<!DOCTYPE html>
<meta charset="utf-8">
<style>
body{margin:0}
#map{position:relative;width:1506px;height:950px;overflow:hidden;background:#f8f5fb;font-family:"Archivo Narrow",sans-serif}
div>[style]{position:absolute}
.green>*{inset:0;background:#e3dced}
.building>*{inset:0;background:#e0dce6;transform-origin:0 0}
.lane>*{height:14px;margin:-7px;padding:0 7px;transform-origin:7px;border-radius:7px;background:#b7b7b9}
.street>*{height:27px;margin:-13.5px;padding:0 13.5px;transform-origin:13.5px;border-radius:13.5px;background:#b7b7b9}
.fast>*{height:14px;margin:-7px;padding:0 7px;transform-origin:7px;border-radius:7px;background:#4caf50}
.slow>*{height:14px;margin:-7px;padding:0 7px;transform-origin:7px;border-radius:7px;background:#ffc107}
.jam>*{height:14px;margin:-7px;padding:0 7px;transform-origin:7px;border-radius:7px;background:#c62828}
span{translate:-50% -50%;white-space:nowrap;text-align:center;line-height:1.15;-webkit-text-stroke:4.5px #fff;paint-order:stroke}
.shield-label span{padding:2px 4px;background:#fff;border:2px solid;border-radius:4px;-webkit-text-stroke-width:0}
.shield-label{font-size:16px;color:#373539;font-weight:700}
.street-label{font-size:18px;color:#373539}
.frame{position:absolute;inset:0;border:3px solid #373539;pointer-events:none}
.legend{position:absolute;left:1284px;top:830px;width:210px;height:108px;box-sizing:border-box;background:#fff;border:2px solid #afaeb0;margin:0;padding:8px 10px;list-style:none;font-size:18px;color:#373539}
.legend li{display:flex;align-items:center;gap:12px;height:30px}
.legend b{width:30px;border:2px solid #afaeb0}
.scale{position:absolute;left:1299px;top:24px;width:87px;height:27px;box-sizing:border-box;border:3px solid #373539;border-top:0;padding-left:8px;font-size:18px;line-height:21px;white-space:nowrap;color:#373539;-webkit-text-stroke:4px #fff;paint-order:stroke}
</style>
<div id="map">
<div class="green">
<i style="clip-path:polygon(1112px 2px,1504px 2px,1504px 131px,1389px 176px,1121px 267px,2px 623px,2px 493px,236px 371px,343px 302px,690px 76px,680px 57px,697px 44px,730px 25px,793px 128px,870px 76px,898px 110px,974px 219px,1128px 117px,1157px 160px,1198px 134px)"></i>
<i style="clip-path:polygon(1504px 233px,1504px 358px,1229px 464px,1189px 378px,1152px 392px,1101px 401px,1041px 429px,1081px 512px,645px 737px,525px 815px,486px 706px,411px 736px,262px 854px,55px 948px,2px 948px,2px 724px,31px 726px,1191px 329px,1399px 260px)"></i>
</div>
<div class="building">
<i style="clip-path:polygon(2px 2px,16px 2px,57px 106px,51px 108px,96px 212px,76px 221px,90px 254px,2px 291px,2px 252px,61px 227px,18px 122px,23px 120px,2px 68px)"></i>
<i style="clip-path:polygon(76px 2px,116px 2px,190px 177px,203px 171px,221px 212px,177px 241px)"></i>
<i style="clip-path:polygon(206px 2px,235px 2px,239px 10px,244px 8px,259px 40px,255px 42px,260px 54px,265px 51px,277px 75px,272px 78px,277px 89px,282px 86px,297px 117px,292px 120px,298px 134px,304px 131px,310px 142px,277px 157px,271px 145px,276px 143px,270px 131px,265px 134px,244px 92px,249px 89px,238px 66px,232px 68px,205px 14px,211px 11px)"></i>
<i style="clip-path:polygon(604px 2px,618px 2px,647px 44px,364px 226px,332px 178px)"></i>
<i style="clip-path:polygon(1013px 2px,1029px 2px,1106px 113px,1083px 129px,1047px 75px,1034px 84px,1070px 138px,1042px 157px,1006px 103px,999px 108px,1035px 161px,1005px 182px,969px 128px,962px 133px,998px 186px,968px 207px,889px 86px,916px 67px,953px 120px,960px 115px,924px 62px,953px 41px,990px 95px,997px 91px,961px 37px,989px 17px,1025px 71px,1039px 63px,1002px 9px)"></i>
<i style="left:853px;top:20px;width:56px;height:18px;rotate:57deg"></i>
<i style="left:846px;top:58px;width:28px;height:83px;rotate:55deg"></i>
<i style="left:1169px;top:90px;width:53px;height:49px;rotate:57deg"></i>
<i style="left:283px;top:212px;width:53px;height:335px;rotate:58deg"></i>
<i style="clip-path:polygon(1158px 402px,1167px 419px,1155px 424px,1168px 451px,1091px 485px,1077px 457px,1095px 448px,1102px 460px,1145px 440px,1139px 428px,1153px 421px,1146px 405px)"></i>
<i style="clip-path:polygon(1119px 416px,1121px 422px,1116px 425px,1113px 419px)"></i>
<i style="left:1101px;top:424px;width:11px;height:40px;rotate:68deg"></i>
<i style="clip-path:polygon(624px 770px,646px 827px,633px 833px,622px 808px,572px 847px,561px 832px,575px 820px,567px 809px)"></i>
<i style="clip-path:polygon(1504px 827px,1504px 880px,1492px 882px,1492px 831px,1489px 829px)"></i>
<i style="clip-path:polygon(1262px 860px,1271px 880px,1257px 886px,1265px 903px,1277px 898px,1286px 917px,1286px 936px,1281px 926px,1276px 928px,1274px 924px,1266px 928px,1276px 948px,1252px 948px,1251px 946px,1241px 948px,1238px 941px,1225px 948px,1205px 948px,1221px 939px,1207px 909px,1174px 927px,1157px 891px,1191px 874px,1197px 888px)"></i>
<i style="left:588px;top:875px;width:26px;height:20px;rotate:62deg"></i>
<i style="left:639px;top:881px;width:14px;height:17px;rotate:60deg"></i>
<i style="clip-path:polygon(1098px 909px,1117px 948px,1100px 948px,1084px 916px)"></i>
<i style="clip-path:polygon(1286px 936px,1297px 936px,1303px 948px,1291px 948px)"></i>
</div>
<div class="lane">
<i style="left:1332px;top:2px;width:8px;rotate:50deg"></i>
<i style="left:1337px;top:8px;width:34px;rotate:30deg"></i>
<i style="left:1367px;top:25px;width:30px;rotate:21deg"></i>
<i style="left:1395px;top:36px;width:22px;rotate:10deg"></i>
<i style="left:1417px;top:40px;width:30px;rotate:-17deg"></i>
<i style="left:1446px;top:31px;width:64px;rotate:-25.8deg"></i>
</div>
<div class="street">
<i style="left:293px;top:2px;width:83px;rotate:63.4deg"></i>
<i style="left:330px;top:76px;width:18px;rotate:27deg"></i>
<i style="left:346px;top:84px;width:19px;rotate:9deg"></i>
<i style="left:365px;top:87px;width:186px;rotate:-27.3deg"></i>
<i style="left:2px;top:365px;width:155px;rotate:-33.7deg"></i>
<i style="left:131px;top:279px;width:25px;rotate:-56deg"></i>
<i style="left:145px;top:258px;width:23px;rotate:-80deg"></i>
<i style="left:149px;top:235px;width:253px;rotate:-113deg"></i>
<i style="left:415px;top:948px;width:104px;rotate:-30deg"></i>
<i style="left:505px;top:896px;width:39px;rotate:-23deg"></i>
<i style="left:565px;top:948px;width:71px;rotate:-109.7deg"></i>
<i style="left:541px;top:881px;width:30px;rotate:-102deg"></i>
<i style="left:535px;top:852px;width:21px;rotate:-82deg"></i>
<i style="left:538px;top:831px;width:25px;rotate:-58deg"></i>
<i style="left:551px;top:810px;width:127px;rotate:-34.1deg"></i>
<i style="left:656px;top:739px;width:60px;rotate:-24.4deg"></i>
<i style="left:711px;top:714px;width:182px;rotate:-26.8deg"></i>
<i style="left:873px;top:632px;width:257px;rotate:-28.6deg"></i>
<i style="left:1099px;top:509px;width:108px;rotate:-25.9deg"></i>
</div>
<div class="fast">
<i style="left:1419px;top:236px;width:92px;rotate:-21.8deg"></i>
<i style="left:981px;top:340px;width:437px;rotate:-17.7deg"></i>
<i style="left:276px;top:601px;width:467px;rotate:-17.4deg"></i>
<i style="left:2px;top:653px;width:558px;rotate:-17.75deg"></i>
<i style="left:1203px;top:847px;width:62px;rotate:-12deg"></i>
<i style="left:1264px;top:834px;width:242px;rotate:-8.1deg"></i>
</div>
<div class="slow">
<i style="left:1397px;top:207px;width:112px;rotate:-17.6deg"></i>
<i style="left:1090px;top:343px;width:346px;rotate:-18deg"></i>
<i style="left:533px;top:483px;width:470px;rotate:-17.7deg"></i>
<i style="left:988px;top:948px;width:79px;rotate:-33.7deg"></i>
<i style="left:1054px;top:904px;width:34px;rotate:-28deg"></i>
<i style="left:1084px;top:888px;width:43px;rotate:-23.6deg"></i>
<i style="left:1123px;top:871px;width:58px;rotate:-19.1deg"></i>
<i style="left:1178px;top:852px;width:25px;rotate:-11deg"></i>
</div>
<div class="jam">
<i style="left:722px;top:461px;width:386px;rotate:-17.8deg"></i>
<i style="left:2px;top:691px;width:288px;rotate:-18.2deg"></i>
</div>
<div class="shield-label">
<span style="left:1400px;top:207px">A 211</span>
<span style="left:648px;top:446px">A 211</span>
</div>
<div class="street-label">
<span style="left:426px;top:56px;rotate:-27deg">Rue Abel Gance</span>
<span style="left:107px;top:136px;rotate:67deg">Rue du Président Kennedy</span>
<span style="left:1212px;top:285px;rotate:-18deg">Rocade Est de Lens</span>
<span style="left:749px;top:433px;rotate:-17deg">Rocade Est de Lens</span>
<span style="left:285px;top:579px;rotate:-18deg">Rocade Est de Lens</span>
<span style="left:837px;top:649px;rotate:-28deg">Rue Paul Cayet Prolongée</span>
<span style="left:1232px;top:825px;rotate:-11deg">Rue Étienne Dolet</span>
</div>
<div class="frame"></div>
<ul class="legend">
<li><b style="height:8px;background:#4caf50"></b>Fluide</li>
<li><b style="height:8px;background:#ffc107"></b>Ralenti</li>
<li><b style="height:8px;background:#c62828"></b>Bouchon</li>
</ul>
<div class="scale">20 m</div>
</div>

☆ ☆ ☆ ☆

§ **Requirement**:
Reproduce each line from the listing above that includes the word "label".

§ **Response to the task**:
.shield-label span{padding:2px 4px;background:#fff;border:2px solid;border-radius:4px;-webkit-text-stroke-width:0}
.shield-label{font-size:16px;color:#373539;font-weight:700}
.street-label{font-size:18px;color:#373539}
<div class="shield-label">
<div class="street-label">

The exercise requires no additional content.